Over the winter, president of baseball operations Scott Harris said that Maeda would have a chance to earn a rotation spot in 2025. However, the club eventually bumped him to a long relief role yet again, going with a rotation of Tarik Skubal, Jack Flaherty, Reese Olson, Casey Mize and Jackson Jobe to start the season.
Though Maeda did well out of the ’pen last year, he hasn’t carried that over into this year. He has a 7.88 ERA through eight innings. Some of that is due to a low 60.2% strand rate but his strikeout rate has also fallen to 18.6% and he has walked 14% of batters faced. Manager A.J. Hinch has clearly been reluctant to use him, with Maeda only making six appearances in the month of April. He twice went over a week without getting into a game.
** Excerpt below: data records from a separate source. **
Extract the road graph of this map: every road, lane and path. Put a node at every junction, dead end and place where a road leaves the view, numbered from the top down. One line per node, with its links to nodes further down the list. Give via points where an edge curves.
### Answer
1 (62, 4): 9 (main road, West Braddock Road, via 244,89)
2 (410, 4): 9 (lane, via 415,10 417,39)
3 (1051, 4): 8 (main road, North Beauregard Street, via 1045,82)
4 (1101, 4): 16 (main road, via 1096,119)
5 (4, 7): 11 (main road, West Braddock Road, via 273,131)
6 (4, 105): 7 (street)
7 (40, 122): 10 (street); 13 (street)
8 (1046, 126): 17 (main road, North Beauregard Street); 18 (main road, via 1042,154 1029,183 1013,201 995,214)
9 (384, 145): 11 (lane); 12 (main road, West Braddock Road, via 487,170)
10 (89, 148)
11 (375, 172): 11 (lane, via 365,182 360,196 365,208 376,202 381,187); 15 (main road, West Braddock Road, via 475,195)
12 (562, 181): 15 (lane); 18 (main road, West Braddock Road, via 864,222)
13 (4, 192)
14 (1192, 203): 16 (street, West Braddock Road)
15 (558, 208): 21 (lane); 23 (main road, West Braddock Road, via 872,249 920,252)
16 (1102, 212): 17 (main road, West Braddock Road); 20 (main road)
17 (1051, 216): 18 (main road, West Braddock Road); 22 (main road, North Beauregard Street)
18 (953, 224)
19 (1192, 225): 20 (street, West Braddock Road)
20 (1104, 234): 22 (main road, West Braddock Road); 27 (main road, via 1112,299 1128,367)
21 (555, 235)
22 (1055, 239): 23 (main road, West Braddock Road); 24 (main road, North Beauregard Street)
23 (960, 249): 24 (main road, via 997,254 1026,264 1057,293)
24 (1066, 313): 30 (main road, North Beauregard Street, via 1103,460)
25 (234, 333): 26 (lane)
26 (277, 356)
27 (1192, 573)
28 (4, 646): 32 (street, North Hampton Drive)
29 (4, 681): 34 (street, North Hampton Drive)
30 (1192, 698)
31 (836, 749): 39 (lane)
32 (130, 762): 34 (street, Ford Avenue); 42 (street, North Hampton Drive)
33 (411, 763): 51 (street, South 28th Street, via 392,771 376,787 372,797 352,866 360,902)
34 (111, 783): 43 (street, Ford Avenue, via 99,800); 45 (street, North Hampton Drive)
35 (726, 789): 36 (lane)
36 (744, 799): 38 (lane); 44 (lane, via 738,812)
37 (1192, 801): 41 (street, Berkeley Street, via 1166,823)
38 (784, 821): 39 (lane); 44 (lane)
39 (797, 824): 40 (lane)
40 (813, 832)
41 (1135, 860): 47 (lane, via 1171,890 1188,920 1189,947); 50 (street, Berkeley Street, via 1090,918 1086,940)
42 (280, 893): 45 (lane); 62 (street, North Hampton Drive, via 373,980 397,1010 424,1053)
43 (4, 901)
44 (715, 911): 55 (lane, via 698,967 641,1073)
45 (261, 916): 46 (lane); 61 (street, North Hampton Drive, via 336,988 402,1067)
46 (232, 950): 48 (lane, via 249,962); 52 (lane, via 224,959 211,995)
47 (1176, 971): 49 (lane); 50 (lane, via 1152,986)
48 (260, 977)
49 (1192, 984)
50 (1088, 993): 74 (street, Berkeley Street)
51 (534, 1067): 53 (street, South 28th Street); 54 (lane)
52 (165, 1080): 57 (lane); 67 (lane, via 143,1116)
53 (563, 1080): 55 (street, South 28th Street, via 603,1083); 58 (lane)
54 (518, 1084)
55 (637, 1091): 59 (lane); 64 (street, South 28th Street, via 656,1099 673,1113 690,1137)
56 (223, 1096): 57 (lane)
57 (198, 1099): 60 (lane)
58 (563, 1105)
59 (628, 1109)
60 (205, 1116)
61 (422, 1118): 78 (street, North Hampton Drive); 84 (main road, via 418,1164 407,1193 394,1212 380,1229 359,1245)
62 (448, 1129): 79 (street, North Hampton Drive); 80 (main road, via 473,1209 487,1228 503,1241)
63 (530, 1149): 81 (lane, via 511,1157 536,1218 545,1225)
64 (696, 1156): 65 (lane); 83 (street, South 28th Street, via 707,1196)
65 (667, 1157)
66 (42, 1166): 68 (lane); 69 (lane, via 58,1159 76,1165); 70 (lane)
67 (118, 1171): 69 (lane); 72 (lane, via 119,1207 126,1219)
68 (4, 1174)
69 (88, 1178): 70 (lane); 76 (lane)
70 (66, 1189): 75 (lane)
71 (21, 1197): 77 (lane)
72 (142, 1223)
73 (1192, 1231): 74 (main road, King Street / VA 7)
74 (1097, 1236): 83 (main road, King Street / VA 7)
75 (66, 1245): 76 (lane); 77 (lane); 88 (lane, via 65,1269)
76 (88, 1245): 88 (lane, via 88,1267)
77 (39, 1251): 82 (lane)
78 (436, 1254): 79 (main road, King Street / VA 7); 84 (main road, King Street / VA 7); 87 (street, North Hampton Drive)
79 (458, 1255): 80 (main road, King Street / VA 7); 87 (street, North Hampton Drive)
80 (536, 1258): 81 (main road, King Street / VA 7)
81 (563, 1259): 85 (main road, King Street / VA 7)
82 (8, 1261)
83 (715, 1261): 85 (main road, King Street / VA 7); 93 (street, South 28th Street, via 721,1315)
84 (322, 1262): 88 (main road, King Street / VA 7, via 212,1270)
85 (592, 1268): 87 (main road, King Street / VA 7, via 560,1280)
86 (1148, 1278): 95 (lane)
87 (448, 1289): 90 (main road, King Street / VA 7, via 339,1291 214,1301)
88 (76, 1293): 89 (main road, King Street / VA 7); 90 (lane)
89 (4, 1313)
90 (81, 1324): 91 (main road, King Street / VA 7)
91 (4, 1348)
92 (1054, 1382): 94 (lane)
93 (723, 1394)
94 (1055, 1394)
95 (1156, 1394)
Teams generally don’t like to give up on players when they’ve already committed significant sums of money to them, but the writing was on the wall with Maeda. He will likely end up on the open market in the coming days. The Tigers could try to trade him but they would surely have to eat basically all of his remaining contract in order to interest any other club. He is making $10MM this year, with roughly $8MM still to be paid out. No team will want to take that on, meaning Maeda would clear outright waivers. As a veteran with at least five years of service time, he has the right to reject an outright assignment and elect free agency while keeping all of that money. The Tigers may skip the formalities and release him.
Assuming he does end up a free agent, any club could sign him at that point and would only have to pay him the prorated league minimum salary for any time spent on the roster. That amount would be subtracted from what the Tigers owe. It’s conceivable that some clubs might have interest in that scenario, since there would be no financial risk. With several teams dealing with mounting injuries, one of them might give it a shot.
Owens, 24, gets to the majors for the first time. Drafted by Atlanta, he was traded to the Rangers for J.P. Martínez in January of 2024, then to the Tigers in the deadline deal that sent Carson Kelly to Texas. The Tigers added him to their 40-man roster in November to keep him out of the Rule 5 draft.
He worked both as a starter and a reliever earlier in his career but worked exclusively out of the bullpen last year with good results. He tossed 51 2/3 Double-A innings with a 2.96 ERA, 25.7% strikeout rate and 7.5% walk rate. He has been with Triple-A Toledo to start this year but the numbers haven’t been as good. He has a 4.50 ERA, 16.7% strikeout rate and 13.6% walk rate through 14 innings.
He might be in for a short stint, as Beau Brieske is on a rehab assignment and eligible to come off the injured list in Saturday. Regardless, he’s up in the majors today and has a chance to make his debut.